● GOAL OF THE EXERCISE
Output each record exactly as given. Leave out every picture.
****************************************
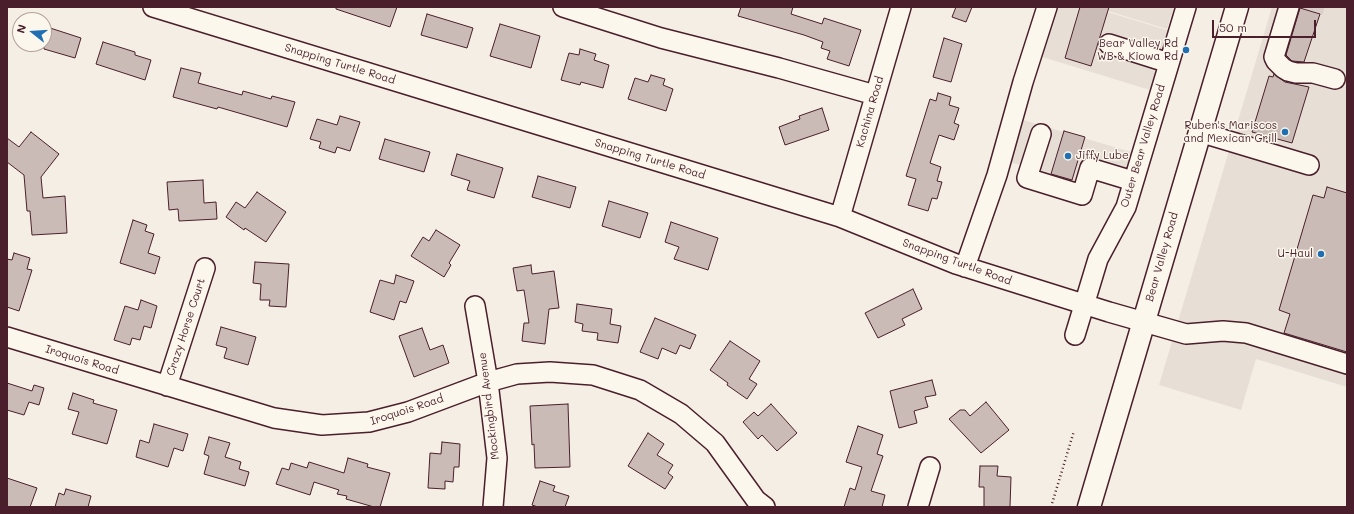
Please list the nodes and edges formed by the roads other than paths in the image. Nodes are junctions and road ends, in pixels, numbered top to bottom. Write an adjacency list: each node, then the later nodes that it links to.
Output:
1 (153, 7): 16 (street, Snapping Turtle Road)
2 (563, 7): 11 (street)
3 (901, 7): 11 (street, Kachina Road)
4 (1047, 7): 17 (street)
5 (1186, 7): 9 (street, Outer Bear Valley Road)
6 (1237, 7): 12 (main road, Bear Valley Road)
7 (1289, 7): 10 (street)
8 (1109, 44): 9 (street)
9 (1169, 62): 15 (street, Outer Bear Valley Road)
10 (1335, 79)
11 (875, 95): 16 (street, Kachina Road)
12 (1199, 132): 14 (street); 21 (main road, Bear Valley Road)
13 (1041, 134): 15 (street)
14 (1309, 165)
15 (1133, 181): 19 (street, Outer Bear Valley Road)
16 (840, 217): 17 (street, Snapping Turtle Road)
17 (965, 267): 19 (street, Snapping Turtle Road)
18 (206, 268): 26 (street, Crazy Horse Court)
19 (1084, 304): 21 (street, Snapping Turtle Road); 22 (street, Outer Bear Valley Road)
20 (475, 306): 25 (street, Mockingbird Avenue)
21 (1143, 322): 24 (street, Snapping Turtle Road); 31 (main road, Bear Valley Road)
22 (1076, 335)
23 (7, 337): 26 (street, Iroquois Road)
24 (1347, 364)
25 (488, 382): 26 (street, Iroquois Road); 28 (street, Mockingbird Avenue); 29 (street, Iroquois Road)
26 (168, 386)
27 (930, 468): 30 (street)
28 (493, 507)
29 (765, 507)
30 (918, 507)
31 (1089, 507)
****************************************
● FINAL ANSWER
Please list the nodes and edges formed by the roads other than paths in the image. Nodes are junctions and road ends, in pixels, numbered top to bottom. Write an adjacency list: each node, then the later nodes that it links to.
Output:
1 (153, 7): 16 (street, Snapping Turtle Road)
2 (563, 7): 11 (street)
3 (901, 7): 11 (street, Kachina Road)
4 (1047, 7): 17 (street)
5 (1186, 7): 9 (street, Outer Bear Valley Road)
6 (1237, 7): 12 (main road, Bear Valley Road)
7 (1289, 7): 10 (street)
8 (1109, 44): 9 (street)
9 (1169, 62): 15 (street, Outer Bear Valley Road)
10 (1335, 79)
11 (875, 95): 16 (street, Kachina Road)
12 (1199, 132): 14 (street); 21 (main road, Bear Valley Road)
13 (1041, 134): 15 (street)
14 (1309, 165)
15 (1133, 181): 19 (street, Outer Bear Valley Road)
16 (840, 217): 17 (street, Snapping Turtle Road)
17 (965, 267): 19 (street, Snapping Turtle Road)
18 (206, 268): 26 (street, Crazy Horse Court)
19 (1084, 304): 21 (street, Snapping Turtle Road); 22 (street, Outer Bear Valley Road)
20 (475, 306): 25 (street, Mockingbird Avenue)
21 (1143, 322): 24 (street, Snapping Turtle Road); 31 (main road, Bear Valley Road)
22 (1076, 335)
23 (7, 337): 26 (street, Iroquois Road)
24 (1347, 364)
25 (488, 382): 26 (street, Iroquois Road); 28 (street, Mockingbird Avenue); 29 (street, Iroquois Road)
26 (168, 386)
27 (930, 468): 30 (street)
28 (493, 507)
29 (765, 507)
30 (918, 507)
31 (1089, 507)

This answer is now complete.